Parallel Addition
Volume Number: 10
Issue Number: 10
Column Tag: Programmer’s Challenge in-depth
RGB to YUV Using Parallel Addition 
Some unique approaches to optimization
By Robert Munafo, Malden, MA
Note: Source code files accompanying article are located on MacTech CD-ROM orsource code disks.
About The Author
Robert Munafo - Robert works for VideoGuide, a startup in the Boston area.
Prior to that, he developed drivers and embedded software for GCC Technologies’
printer products. Robert’s been writing free Mac software since 1984. One of the
first public-domain games for the Mac, Missile, continues to run on every new model
Apple releases! He also became well-known for his shareware effort Orion and the
free utility Icon Colorizer. He spends most of his spare time on the Mac gronking the
inner loops of the Mandelbrot Set and various compute-intensive simulations. He
awaits the day when massively parallel desktop computers will surpass the TFLOPS
(trillion floating-point operations per second) milestone. You can reach him via
e-mail at mrob@world.std.com.
Doing more in fewer cycles
This article contains the actual winning code for July’s Color Space Conversion
Programmer’s Challenge. Robert had sent in his code before the deadline but for some
reason the SANE calls he made during his RGBtoYUVInit routine caused both my Macs to
crash. I wasn’t able to identify the exact cause of the crash other than to witness that it
wasn’t his code. I suspect it had to do with Omega SANE’s backpatching (self-modifying
code) but I’m not sure. In any case, Robert was given a chance to submit a new version
of RGBtoYUVInit only (which was not part of the timings) that didn’t use SANE. He did
so and ended up being about 27% faster than the published winner Bob Noll. As you
will see, Robert’s explanation and use of parallel addition is excellent (and fast!). I
highly recommend studying it if you need to do fast matrix multiplication with constant
coefficients.
- Mike Scanlin
When I created my entry for the July 1994 Programmers’ Challenge, I used
some novel optimization techniques which are explained here. For background
material, see the contest statement in the July 1994 issue, page 44, and the results
presented in the September 1994 issue.
I will briefly restate the challenge. It involved converting a large number of
[R,G,B] values into [Y,U,V] (a color system used in JPEG and NTSC, among others)
using the formula:
Y 0.29900000 0.58700000 0.11400000 R
U = -0.16873590 -0.33126410 0.50000000 * G
V 0.50000000 -0.41868760 -0.08131241 B
Each entry consisted of an init routine that would not be timed and an RGBtoYUV
routine that would take arrays of [R,G,B] values and output arrays of [Y,U,V] values.
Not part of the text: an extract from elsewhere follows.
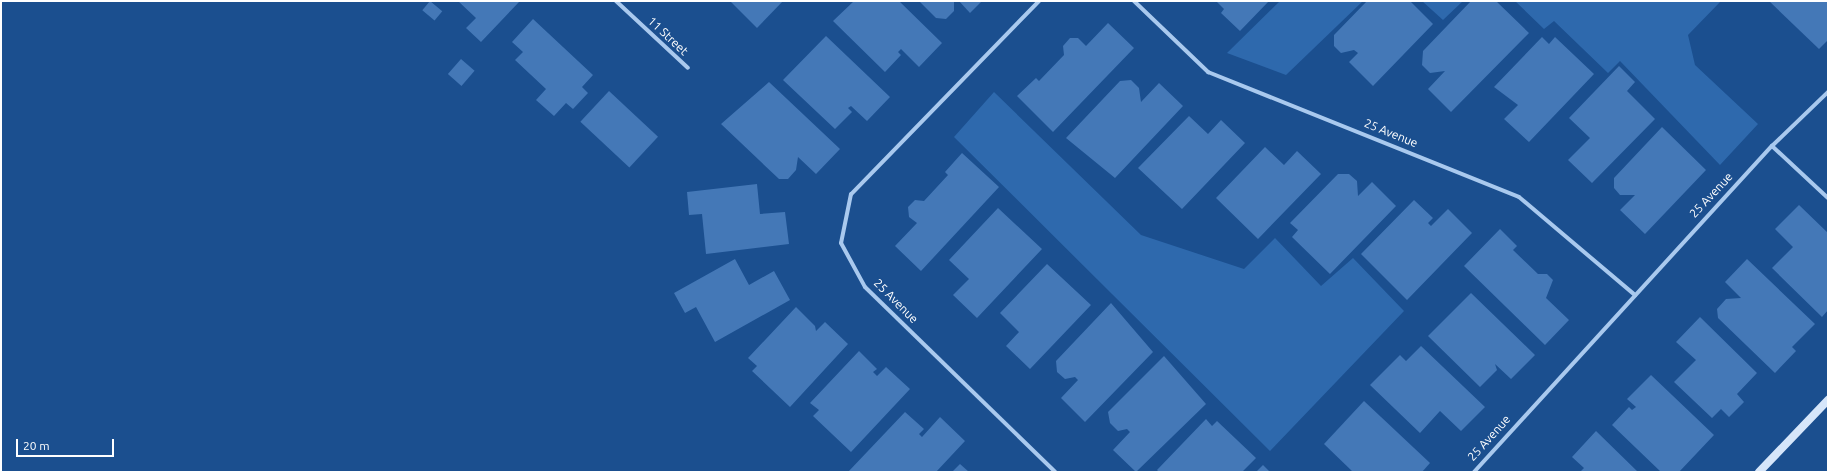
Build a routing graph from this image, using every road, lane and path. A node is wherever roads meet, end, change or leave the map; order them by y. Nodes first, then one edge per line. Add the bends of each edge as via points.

As always in the Programmers’ Challenge, accuracy is most important, followed by
speed, code size, and elegance.
Analysis of Rounding
The first problem to solve involved figuring out how various types of rounding
would affect computed results. The challenge required producing output that was
equivalent to the results that would be produced when infinite precision is used.
Fractions of N.5 (e.g. 2.5 or -2.5) would be rounded down, and anything else would be
rounded to nearest. The problem clearly required the use of limited-precision integer
math, so I had to figure out how much precision was necessary to produce acceptable
results.
I conducted a brute-force search and determined that out of all possible Y, U, and
V values produced by the transform matrix, the closest fraction to N.5 was N.499000
or N.501000. In other words, to distinguish an N.5 result from all other results, the
math must be precise enough to distinguish differences as small as 0.001, or 2-10.
Since 8 bits are used for the integer position of the answer, at least 18 bits are needed.
The simplest way to get the right answer is to use 19 bits (or more) to compute the
fraction, then add 0.4995, then chop off the fraction. This works because 0.4995
equals 0.5 - (0.001 / 2). Here are three examples:
2.501 + 0.4995 = 3.0005 -> 3
2.500 + 0.4995 = 2.9995 -> 2
2.499 + 0.4995 = 2.9985 -> 2